▶ **Entries provided**
<<<<
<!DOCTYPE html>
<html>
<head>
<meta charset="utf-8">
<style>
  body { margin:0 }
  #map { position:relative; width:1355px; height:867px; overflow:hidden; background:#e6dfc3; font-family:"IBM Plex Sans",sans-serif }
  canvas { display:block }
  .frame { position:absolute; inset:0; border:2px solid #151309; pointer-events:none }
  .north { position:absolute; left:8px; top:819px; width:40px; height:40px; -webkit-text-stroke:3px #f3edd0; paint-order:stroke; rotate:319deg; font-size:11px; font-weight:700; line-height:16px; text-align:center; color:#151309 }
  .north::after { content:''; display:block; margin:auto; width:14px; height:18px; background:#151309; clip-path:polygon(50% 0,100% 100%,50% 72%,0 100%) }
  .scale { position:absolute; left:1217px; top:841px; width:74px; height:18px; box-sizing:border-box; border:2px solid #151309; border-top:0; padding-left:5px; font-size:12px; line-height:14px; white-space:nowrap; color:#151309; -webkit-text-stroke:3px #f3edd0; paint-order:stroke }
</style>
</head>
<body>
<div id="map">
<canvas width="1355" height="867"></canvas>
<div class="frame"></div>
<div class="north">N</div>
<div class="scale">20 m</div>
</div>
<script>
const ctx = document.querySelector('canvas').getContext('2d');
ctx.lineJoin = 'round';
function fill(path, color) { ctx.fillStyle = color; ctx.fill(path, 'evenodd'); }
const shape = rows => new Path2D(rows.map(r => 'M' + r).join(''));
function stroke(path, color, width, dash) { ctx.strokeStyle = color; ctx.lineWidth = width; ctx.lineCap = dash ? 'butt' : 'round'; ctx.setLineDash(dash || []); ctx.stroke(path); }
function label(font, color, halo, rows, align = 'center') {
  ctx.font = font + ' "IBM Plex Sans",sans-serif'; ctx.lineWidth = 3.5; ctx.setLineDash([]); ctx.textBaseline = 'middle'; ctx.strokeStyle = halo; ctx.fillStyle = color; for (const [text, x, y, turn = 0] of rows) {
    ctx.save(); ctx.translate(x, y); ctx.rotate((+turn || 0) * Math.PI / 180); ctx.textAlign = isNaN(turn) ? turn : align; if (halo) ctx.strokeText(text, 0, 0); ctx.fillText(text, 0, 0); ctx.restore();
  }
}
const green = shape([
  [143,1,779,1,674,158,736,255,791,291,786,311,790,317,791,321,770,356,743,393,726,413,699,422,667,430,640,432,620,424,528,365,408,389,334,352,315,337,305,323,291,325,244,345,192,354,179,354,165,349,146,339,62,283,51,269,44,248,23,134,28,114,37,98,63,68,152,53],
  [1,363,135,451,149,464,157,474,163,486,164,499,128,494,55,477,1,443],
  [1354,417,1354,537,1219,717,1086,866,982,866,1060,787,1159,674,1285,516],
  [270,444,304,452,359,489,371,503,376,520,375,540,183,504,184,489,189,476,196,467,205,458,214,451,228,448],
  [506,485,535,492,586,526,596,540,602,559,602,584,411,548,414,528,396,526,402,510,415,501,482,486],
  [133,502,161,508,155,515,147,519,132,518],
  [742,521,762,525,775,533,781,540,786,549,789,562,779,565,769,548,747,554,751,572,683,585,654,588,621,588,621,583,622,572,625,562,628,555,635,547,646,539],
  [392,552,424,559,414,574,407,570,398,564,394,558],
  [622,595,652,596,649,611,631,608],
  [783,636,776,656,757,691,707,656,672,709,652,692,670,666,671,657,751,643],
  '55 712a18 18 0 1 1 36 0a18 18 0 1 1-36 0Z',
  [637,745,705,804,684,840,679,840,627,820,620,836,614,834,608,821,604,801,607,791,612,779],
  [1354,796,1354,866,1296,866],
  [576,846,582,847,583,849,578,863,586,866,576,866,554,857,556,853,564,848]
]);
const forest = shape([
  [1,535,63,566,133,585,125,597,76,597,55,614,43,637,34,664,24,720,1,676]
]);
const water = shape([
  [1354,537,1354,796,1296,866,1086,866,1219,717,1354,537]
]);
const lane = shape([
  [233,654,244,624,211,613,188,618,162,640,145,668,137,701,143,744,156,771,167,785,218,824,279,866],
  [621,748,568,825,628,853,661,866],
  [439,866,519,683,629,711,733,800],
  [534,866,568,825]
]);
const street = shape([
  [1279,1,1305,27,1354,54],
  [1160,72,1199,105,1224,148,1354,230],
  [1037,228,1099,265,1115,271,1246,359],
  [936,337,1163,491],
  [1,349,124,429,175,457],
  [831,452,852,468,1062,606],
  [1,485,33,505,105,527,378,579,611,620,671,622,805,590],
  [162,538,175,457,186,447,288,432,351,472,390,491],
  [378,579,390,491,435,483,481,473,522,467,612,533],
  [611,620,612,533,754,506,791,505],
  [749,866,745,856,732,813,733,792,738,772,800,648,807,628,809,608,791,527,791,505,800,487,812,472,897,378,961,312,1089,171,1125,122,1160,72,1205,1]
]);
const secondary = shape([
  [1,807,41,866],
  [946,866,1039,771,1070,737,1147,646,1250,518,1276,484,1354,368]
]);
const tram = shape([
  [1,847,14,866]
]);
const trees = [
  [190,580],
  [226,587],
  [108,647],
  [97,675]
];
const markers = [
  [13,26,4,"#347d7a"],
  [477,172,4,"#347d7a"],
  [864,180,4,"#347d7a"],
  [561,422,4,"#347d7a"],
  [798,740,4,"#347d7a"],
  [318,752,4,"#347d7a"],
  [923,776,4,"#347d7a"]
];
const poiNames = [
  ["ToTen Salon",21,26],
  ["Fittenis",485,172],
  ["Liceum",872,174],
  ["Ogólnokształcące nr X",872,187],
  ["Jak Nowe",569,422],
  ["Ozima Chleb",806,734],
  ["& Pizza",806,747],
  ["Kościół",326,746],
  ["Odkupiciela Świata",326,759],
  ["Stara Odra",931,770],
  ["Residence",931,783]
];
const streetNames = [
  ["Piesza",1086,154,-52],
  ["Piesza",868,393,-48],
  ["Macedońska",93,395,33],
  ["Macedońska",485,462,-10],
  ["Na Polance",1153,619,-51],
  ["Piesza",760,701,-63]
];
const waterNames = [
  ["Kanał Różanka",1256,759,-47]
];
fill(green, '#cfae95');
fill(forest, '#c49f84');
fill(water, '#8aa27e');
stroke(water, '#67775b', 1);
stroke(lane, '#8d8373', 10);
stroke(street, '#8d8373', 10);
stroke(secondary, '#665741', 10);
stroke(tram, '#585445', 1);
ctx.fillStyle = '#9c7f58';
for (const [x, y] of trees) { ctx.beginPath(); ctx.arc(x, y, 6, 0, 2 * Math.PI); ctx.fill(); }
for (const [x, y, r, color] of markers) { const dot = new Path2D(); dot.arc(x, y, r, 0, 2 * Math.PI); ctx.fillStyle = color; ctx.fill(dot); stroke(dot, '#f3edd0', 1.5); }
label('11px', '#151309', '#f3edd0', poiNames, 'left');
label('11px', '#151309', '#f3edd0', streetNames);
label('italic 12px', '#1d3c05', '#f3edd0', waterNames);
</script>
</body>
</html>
>>>>
▶ **What you need to do**
Scan the records above. Return every line with "function" in it.

▶ **Answer section**
function fill(path, color) { ctx.fillStyle = color; ctx.fill(path, 'evenodd'); }
function stroke(path, color, width, dash) { ctx.strokeStyle = color; ctx.lineWidth = width; ctx.lineCap = dash ? 'butt' : 'round'; ctx.setLineDash(dash || []); ctx.stroke(path); }
function label(font, color, halo, rows, align = 'center') {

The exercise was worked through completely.